## Exercise aim:
Which lines of the listing below contain the word "Glenferrie"? Copy each of them.

## Records for this task:
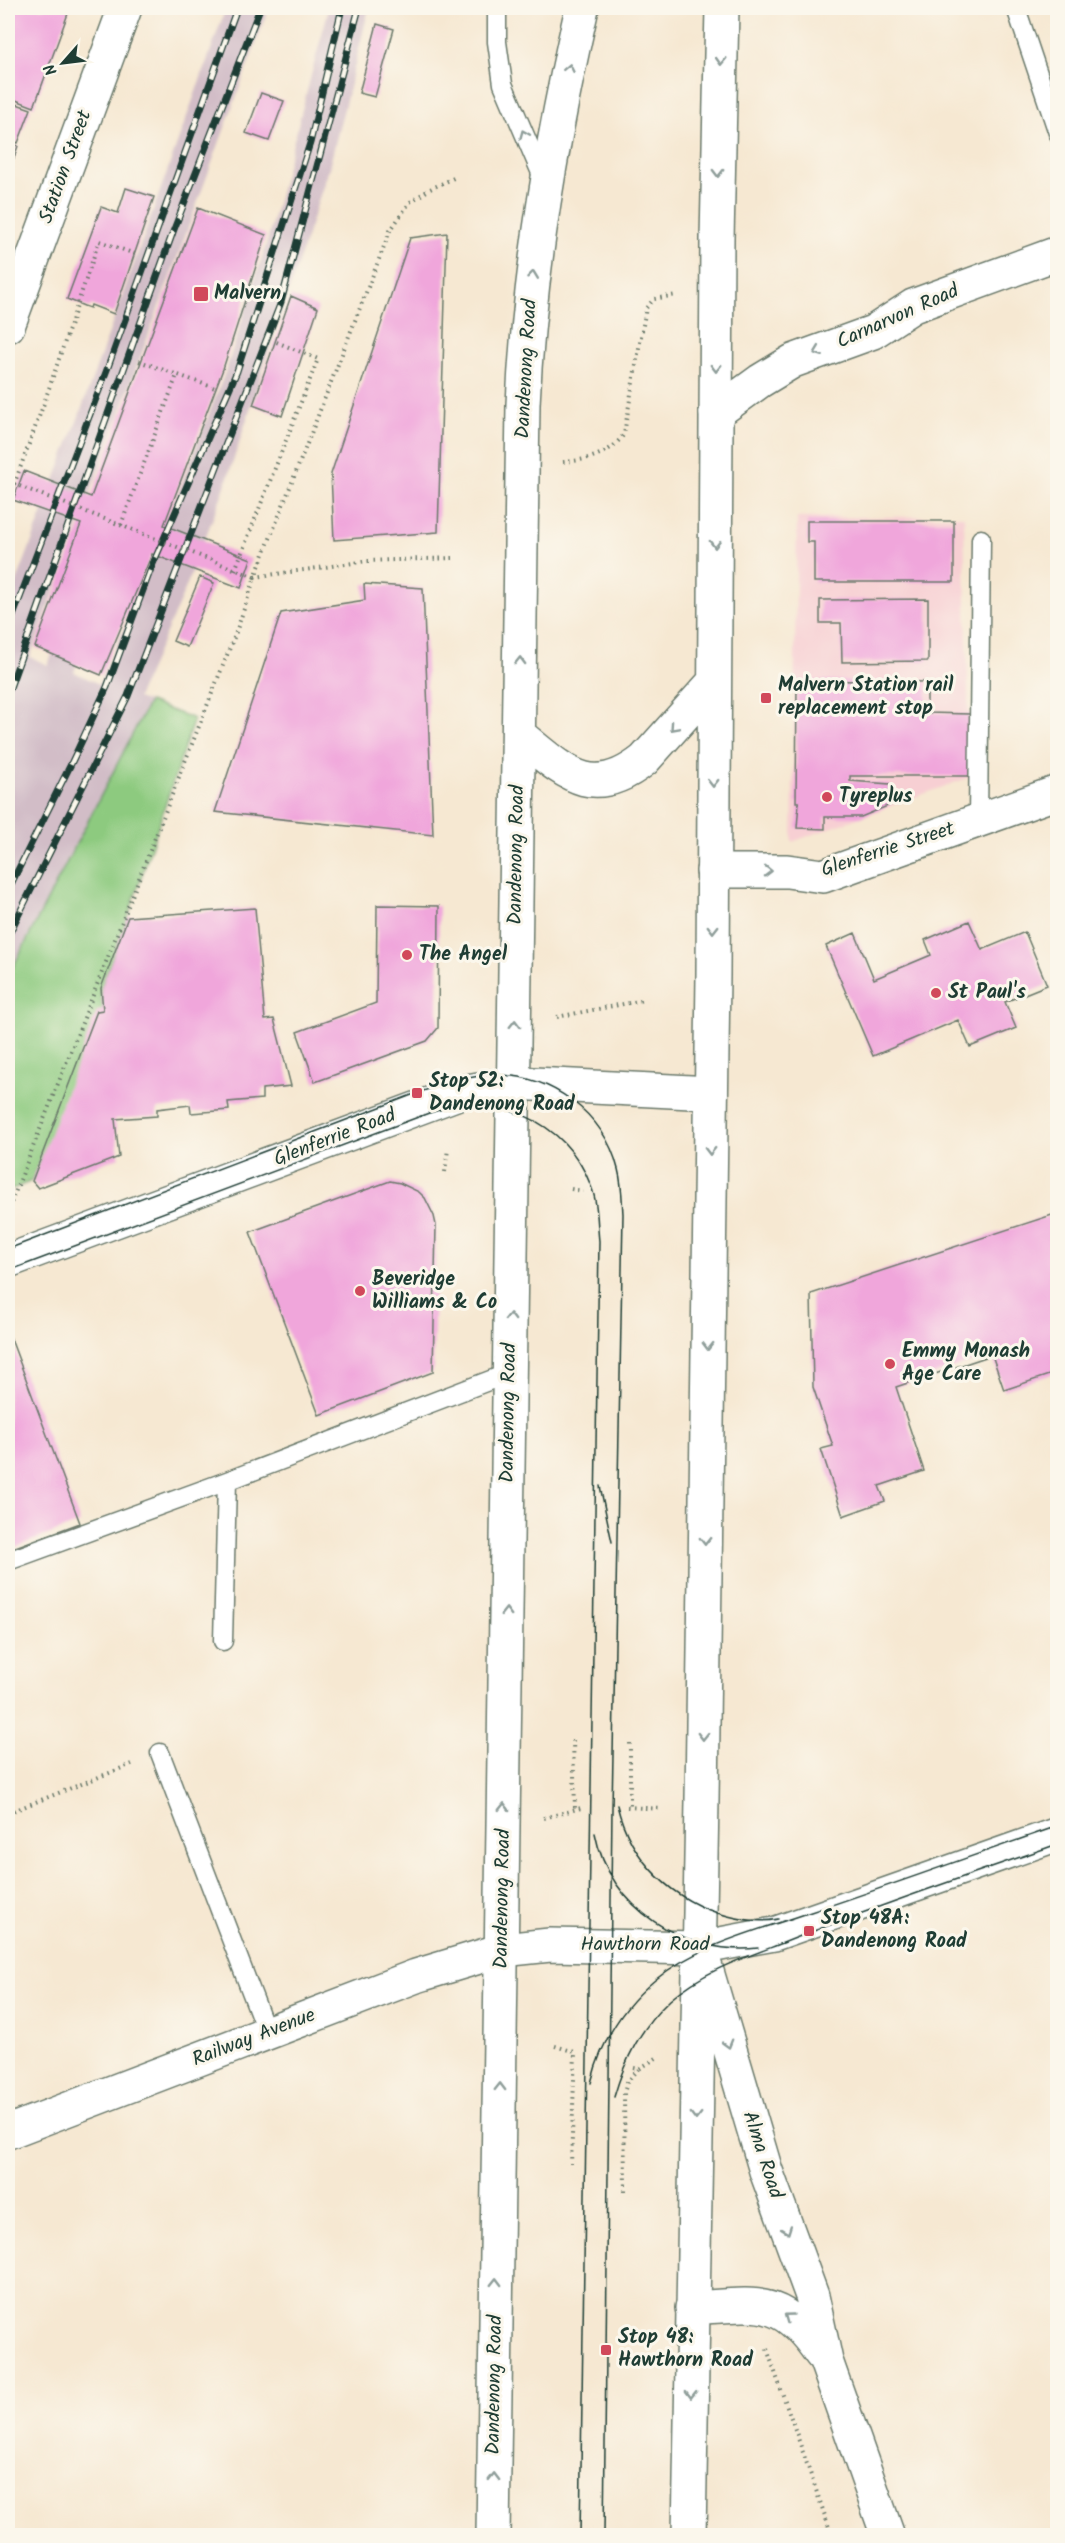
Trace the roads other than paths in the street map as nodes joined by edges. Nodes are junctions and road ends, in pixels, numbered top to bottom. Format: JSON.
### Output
{"nodes":[{"id":1,"x":125,"y":8,"type":"edge"},
{"id":2,"x":497,"y":8,"type":"edge"},
{"id":3,"x":582,"y":8,"type":"edge"},
{"id":4,"x":722,"y":8,"type":"edge"},
{"id":5,"x":1016,"y":8,"type":"edge"},
{"id":6,"x":1058,"y":133,"type":"edge"},
{"id":7,"x":547,"y":187,"type":"junction"},
{"id":8,"x":1058,"y":254,"type":"edge"},
{"id":9,"x":8,"y":326,"type":"edge"},
{"id":10,"x":716,"y":413,"type":"junction"},
{"id":11,"x":981,"y":539,"type":"dead end"},
{"id":12,"x":713,"y":683,"type":"junction"},
{"id":13,"x":519,"y":735,"type":"junction"},
{"id":14,"x":1058,"y":792,"type":"edge"},
{"id":15,"x":978,"y":821,"type":"junction"},
{"id":16,"x":713,"y":871,"type":"junction"},
{"id":17,"x":514,"y":1083,"type":"junction"},
{"id":18,"x":711,"y":1093,"type":"junction"},
{"id":19,"x":8,"y":1261,"type":"edge"},
{"id":20,"x":509,"y":1373,"type":"junction"},
{"id":21,"x":227,"y":1481,"type":"junction"},
{"id":22,"x":8,"y":1561,"type":"edge"},
{"id":23,"x":223,"y":1641,"type":"dead end"},
{"id":24,"x":160,"y":1753,"type":"road end"},
{"id":25,"x":1058,"y":1834,"type":"edge"},
{"id":26,"x":699,"y":1948,"type":"junction"},
{"id":27,"x":502,"y":1950,"type":"junction"},
{"id":28,"x":267,"y":2033,"type":"junction"},
{"id":29,"x":8,"y":2132,"type":"edge"},
{"id":30,"x":692,"y":2308,"type":"junction"},
{"id":31,"x":826,"y":2361,"type":"junction"},
{"id":32,"x":493,"y":2535,"type":"edge"},
{"id":33,"x":689,"y":2535,"type":"edge"},
{"id":34,"x":888,"y":2535,"type":"edge"}],
"edges":[{"from":1,"to":9,"type":"main road","name":"Station Street"},
{"from":7,"to":2,"type":"lane","one_way":true},
{"from":7,"to":3,"type":"main road","name":"Dandenong Road","one_way":true},
{"from":4,"to":10,"type":"main road","one_way":true},
{"from":5,"to":6,"type":"lane"},
{"from":13,"to":7,"type":"main road","name":"Dandenong Road","one_way":true},
{"from":8,"to":10,"type":"main road","name":"Carnarvon Road","one_way":true},
{"from":10,"to":12,"type":"main road","one_way":true},
{"from":11,"to":15,"type":"lane"},
{"from":12,"to":13,"type":"main road","one_way":true},
{"from":12,"to":16,"type":"main road","one_way":true},
{"from":17,"to":13,"type":"main road","name":"Dandenong Road","one_way":true},
{"from":14,"to":15,"type":"main road","name":"Glenferrie Street"},
{"from":16,"to":15,"type":"main road","name":"Glenferrie Street","one_way":true},
{"from":16,"to":18,"type":"main road","one_way":true},
{"from":17,"to":18,"type":"main road","name":"Glenferrie Road"},
{"from":17,"to":19,"type":"main road","name":"Glenferrie Road"},
{"from":20,"to":17,"type":"main road","name":"Dandenong Road","one_way":true},
{"from":18,"to":26,"type":"main road","one_way":true},
{"from":20,"to":21,"type":"lane"},
{"from":27,"to":20,"type":"main road","name":"Dandenong Road","one_way":true},
{"from":21,"to":22,"type":"lane"},
{"from":21,"to":23,"type":"lane"},
{"from":24,"to":28,"type":"lane"},
{"from":25,"to":26,"type":"main road","name":"Hawthorn Road"},
{"from":26,"to":27,"type":"main road","name":"Hawthorn Road"},
{"from":26,"to":30,"type":"main road","one_way":true},
{"from":26,"to":31,"type":"main road","name":"Alma Road","one_way":true},
{"from":27,"to":28,"type":"main road","name":"Railway Avenue"},
{"from":32,"to":27,"type":"main road","name":"Dandenong Road","one_way":true},
{"from":28,"to":29,"type":"main road","name":"Railway Avenue"},
{"from":31,"to":30,"type":"main road","name":"Alma Road","one_way":true},
{"from":30,"to":33,"type":"main road","one_way":true},
{"from":31,"to":34,"type":"main road","name":"Alma Road"}]}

## Written answer:
{"from":14,"to":15,"type":"main road","name":"Glenferrie Street"},
{"from":16,"to":15,"type":"main road","name":"Glenferrie Street","one_way":true},
{"from":17,"to":18,"type":"main road","name":"Glenferrie Road"},
{"from":17,"to":19,"type":"main road","name":"Glenferrie Road"},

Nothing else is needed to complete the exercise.